TASK TO CARRY OUT
Copy out each line containing "place" from the entries below.

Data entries
- - - - - - -
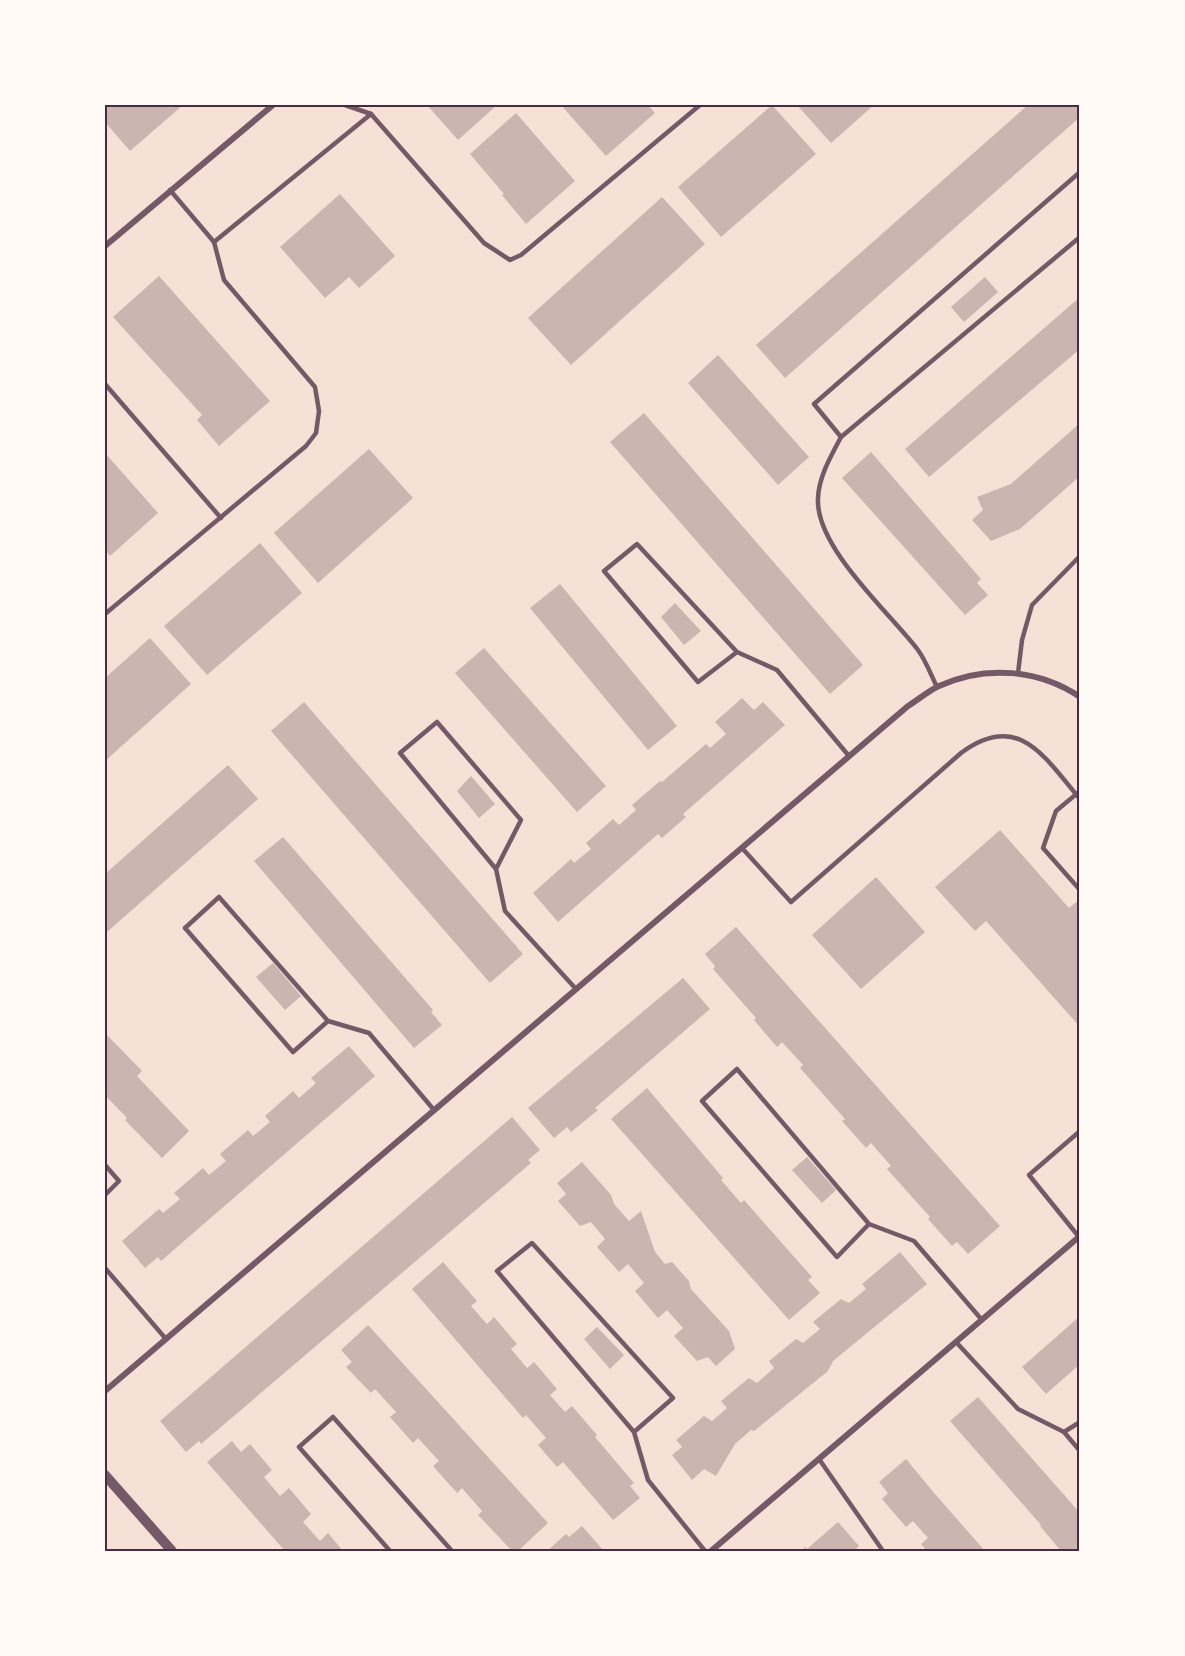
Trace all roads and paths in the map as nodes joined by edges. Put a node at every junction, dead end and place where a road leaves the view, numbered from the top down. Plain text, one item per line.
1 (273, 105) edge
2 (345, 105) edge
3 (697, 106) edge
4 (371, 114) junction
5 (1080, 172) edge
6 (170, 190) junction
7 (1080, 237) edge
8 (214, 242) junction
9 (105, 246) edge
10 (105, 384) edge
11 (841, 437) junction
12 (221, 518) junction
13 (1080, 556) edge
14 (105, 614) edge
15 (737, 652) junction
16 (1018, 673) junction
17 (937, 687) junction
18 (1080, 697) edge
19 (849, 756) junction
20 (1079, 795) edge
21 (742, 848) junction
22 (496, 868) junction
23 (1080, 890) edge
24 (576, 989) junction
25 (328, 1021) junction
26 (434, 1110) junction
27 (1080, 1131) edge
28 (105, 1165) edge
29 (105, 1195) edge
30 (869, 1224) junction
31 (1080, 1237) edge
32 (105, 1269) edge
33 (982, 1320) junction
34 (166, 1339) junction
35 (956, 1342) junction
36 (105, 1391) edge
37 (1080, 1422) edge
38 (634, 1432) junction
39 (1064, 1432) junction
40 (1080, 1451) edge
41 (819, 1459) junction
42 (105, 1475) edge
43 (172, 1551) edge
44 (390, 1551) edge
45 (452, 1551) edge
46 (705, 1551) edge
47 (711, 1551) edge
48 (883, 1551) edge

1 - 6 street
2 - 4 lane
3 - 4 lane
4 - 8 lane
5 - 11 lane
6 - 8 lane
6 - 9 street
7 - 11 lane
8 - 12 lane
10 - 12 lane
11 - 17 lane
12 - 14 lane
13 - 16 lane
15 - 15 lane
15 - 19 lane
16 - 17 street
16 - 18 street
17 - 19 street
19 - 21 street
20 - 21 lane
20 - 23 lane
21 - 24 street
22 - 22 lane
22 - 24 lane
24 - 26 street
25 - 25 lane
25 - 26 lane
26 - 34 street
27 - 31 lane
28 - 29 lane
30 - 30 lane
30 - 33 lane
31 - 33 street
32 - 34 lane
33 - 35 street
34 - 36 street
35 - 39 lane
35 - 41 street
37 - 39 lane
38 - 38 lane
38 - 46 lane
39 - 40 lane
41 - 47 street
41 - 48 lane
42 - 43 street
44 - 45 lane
- - - - - - -
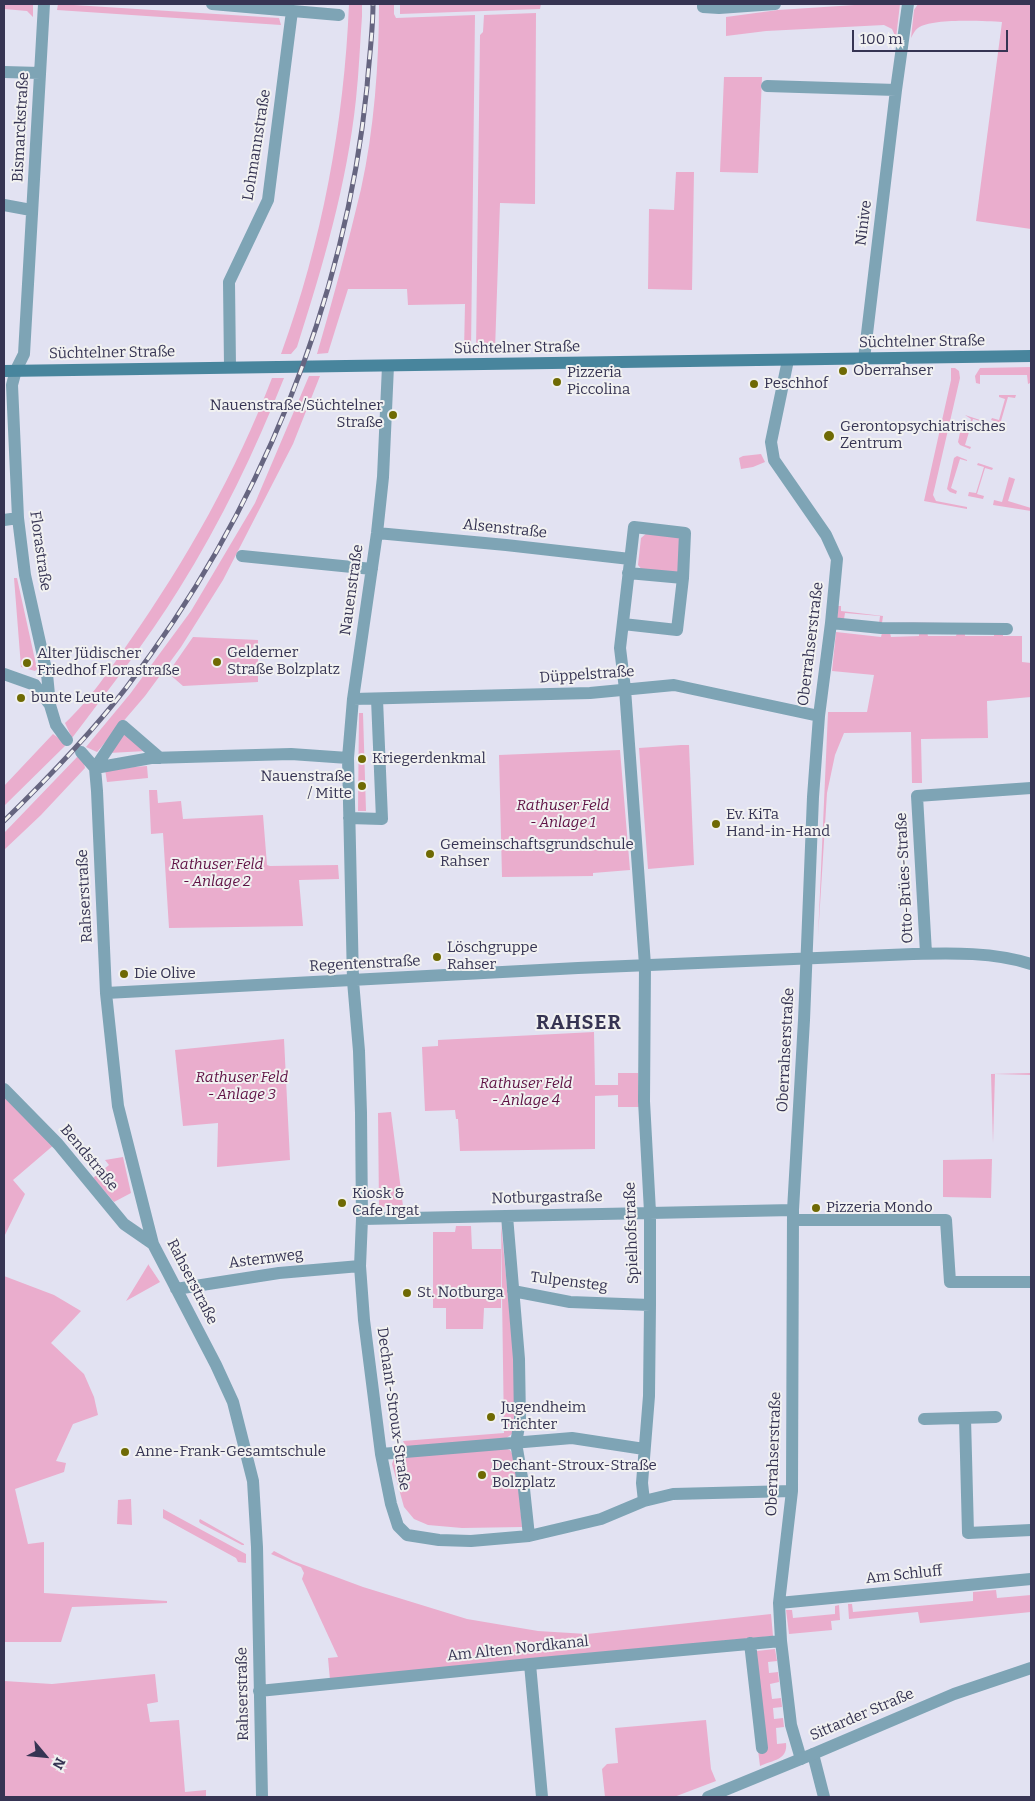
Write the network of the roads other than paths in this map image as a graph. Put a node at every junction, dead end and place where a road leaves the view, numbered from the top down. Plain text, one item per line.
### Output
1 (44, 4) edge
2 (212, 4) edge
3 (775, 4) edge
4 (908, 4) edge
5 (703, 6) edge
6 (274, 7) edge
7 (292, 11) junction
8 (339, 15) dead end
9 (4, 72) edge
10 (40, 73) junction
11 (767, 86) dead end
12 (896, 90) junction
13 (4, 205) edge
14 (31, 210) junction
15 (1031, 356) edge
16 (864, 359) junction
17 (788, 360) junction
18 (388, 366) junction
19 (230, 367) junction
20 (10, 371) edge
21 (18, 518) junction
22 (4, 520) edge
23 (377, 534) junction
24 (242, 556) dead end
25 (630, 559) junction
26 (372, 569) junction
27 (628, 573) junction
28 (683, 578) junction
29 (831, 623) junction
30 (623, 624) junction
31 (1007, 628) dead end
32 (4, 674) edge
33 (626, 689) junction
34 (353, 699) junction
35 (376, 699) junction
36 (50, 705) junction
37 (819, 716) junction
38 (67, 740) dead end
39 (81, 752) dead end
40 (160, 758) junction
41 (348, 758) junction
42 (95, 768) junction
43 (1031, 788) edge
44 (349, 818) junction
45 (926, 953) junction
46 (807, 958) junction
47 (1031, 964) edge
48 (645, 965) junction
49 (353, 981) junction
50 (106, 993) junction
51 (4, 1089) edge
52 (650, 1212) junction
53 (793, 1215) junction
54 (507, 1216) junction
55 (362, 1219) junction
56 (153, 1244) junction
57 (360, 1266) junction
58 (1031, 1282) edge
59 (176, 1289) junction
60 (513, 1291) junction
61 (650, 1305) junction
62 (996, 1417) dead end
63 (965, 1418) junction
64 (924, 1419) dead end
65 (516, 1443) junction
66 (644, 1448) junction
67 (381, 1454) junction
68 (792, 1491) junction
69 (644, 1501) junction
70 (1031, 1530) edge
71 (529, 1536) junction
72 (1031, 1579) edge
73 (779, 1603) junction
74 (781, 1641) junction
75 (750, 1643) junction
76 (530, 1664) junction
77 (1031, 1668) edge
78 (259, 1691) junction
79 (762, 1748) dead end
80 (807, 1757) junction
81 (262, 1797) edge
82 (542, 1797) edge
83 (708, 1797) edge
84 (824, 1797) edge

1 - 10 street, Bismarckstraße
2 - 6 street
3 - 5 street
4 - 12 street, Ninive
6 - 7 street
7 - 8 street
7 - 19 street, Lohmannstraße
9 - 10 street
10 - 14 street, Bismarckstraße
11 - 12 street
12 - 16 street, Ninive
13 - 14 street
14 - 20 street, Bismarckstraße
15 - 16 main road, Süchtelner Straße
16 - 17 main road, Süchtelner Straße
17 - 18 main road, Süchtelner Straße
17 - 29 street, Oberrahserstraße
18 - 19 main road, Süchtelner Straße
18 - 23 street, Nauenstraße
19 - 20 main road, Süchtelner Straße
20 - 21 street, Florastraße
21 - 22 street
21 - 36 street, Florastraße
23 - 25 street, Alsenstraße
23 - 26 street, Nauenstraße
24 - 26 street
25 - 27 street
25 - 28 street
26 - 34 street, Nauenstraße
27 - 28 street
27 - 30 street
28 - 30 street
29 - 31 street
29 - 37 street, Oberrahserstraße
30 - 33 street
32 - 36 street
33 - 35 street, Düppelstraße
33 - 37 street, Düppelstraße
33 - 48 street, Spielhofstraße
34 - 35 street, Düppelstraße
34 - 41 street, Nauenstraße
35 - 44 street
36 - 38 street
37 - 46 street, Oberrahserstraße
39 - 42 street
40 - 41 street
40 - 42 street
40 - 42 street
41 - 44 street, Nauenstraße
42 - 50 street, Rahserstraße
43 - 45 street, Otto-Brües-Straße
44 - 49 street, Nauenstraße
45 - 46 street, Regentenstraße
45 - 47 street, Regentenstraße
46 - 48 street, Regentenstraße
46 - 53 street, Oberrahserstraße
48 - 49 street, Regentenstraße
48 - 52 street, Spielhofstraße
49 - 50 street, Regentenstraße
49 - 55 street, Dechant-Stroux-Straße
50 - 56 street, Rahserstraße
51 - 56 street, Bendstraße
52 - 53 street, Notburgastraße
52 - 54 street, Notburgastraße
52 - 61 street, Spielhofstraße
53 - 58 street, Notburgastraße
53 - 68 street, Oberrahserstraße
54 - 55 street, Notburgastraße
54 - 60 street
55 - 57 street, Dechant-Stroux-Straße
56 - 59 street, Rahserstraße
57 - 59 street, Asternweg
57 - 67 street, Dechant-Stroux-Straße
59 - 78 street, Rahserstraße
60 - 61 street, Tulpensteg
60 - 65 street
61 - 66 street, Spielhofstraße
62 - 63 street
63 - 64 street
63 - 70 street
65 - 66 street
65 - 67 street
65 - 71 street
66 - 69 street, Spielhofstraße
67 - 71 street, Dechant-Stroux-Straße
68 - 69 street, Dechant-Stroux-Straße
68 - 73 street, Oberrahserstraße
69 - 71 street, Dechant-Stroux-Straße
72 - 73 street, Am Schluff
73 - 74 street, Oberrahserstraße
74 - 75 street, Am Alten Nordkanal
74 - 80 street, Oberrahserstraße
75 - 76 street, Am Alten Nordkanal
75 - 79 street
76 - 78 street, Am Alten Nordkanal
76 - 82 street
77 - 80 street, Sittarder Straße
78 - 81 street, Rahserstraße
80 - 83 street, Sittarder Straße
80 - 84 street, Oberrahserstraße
- - - - - - -
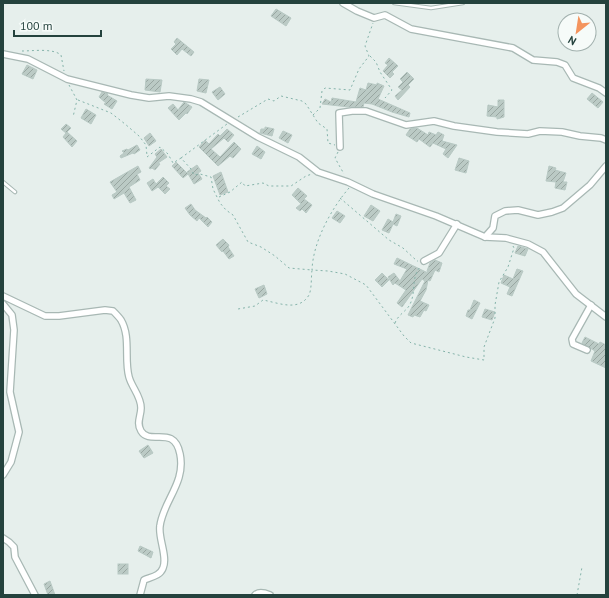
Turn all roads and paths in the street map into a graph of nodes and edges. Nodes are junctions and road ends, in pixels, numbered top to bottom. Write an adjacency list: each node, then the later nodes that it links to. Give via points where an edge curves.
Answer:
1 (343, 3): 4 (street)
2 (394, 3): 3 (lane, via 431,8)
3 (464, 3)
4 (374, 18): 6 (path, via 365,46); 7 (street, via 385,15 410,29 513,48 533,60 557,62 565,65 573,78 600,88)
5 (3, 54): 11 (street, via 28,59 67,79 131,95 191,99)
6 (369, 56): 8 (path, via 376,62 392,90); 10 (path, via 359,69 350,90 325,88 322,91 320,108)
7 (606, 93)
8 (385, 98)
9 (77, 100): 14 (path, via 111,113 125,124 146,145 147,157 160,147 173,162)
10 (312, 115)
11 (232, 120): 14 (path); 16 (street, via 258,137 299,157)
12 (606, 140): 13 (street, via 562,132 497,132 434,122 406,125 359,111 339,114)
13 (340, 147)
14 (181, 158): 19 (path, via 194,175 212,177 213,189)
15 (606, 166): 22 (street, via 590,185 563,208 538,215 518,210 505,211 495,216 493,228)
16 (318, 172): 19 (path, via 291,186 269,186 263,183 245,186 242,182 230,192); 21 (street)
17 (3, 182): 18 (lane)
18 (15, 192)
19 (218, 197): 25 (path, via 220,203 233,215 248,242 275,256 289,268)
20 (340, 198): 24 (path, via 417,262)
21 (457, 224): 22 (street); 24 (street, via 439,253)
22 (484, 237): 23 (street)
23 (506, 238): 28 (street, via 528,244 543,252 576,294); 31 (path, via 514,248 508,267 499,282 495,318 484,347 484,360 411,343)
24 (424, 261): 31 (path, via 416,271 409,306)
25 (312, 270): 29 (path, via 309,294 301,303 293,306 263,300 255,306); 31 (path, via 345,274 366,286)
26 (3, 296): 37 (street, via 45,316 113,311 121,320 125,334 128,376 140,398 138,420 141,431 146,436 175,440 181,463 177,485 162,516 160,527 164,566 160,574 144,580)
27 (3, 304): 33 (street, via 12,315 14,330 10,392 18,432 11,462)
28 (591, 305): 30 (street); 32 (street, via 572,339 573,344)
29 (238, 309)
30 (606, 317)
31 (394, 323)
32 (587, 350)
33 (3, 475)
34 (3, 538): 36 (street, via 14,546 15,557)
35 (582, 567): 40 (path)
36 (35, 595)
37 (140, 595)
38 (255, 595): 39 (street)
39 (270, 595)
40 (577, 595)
- - - - - - -
ANSWER FOR THIS EXERCISE
Trace all roads and paths in the map as nodes joined by edges. Put a node at every junction, dead end and place where a road leaves the view, numbered from the top down. Plain text, one item per line.
Write the network of the roads other than paths in this map image as a graph. Put a node at every junction, dead end and place where a road leaves the view, numbered from the top down. Plain text, one item per line.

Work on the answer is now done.